Apr 4, 2007 (CIDRAP News) – Indonesia announced another fatal case of H5N1 avian influenza today, as initial tests indicated H5N1 infections in four Bangladeshi poultry cullers hospitalized in Kuwait.
Indonesian officials said today that two rounds of testing confirmed that a 23-year-old Jakarta woman who died 3 days ago had the H5N1 virus, Agence France-Presse (AFP) reported. She died within hours of admission to the hospital, an official from the National Bird Flu Information Center told AFP.
The woman was a housemaid who had cared for a pet eagle, Muhammad Nadirin, an official with Indonesia's bird flu center, told Reuters today. He said authorities had not determined if the eagle had the H5N1 virus, though some poultry had recently died near the home.
In addition, initial tests on a 15-year-old girl from Jakarta were positive for the H5N1 virus, health ministry officials told the Chinese news service Xinhua today.
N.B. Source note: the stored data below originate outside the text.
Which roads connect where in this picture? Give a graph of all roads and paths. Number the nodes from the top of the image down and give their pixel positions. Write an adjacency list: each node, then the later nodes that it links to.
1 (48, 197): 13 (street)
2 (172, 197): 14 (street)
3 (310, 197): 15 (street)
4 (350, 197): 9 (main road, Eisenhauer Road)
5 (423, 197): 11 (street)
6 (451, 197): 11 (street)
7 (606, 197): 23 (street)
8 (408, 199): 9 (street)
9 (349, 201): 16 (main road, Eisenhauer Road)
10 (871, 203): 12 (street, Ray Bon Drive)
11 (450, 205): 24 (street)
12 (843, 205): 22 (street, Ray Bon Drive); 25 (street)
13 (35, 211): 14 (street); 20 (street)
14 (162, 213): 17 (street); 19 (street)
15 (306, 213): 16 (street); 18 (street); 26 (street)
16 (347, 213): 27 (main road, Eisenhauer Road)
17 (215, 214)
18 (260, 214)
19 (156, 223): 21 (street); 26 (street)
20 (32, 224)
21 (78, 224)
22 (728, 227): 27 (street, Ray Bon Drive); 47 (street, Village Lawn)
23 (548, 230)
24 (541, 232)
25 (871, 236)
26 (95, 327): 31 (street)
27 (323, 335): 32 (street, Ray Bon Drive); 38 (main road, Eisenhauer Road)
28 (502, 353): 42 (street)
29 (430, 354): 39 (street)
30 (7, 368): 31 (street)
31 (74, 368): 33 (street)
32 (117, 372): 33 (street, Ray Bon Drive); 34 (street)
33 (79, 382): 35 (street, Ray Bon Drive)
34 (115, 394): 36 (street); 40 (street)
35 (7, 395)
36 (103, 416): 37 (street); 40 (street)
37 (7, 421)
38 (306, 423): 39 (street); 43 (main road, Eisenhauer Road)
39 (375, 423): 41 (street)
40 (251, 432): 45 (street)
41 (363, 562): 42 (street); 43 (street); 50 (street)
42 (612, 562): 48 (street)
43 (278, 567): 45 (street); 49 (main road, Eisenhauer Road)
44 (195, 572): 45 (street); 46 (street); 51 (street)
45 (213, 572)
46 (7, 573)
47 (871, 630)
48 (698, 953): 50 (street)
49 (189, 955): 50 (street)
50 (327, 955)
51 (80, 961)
Joko Suyono, of the ministry's bird flu center, told Xinhua that officials were awaiting the results of second tests to confirm her case.
The girl was admitted to Catholic Hospital in Jakarta on Mar 30, 2 days after she developed a high fever and pneumonia, Suyono told Xinhua. Two days ago she was transferred to the bird flu unit of Persahabatan Hospital in east Jakarta, he added. The girl had had contact with birds, the report said.
By the World Health Organization (WHO) count, Indonesia has had 81 H5N1 cases with 63 deaths. But since Jan 29, Indonesia has reported as confirmed at least 10 cases (including the one today) that have not yet been recognized by the WHO, plus several more cases with initial positive tests.
WHO confirmation of the Indonesian cases stalled after Indonesia announced in February that it had stopped sending its H5N1 samples to the WHO out of concern that the samples were being used by pharmaceutical companies to develop H5N1 vaccines that poor countries didn't have access to or couldn't afford.
On Mar 27 Indonesia's health minister, Siti Fadilah Supari, agreed to immediately resume sending samples to the WHO as part of an agreement that allows the WHO to share the samples with commercial companies as long as it seeks permission from source countries.
Supari said today, after a meeting with WHO Director-General Margaret Chan and Indonesia President Susilo Bambang Yudhoyono, that Indonesia would start sending viruses to the WHO within 2 months, according to a Xinhua report.
Suspected cases in Kuwait
Meanwhile, four Bangladeshi workers who were in Kuwait assisting with culling operations after recent avian flu outbreaks on poultry farms were hospitalized with flulike symptoms yesterday and have tested positive on initial tests for the H5N1 virus, according to reports from AFP and other news services today. Kuwait has had no confirmed human H5N1 cases.
The workers are under isolation in Kuwait's infectious disease hospital, AFP reported. If the results of the second tests are positive, the samples will be sent to a WHO lab in Cairo for confirmation, an anonymous medical source told AFP.
Health ministry spokesman Ahmad Al-Shatti said an official statement on the test results will be made tomorrow after officials review the results, AFP reported.
In late February Kuwait reported several isolated H5N1 findings in poultry and other birds, signaling the country's first outbreak of the year. Since then, the disease has spread to some large poultry operations and led to the culling of about 1.5 million birds, which represent about 60% of the country's layer stock, according to media reports.
Since the poultry outbreaks, 22 people, not including the Bangladeshi workers, have been admitted to hospitals with suspected avian flu symptoms, but all were later found to be healthy and were discharged, the AFP report said.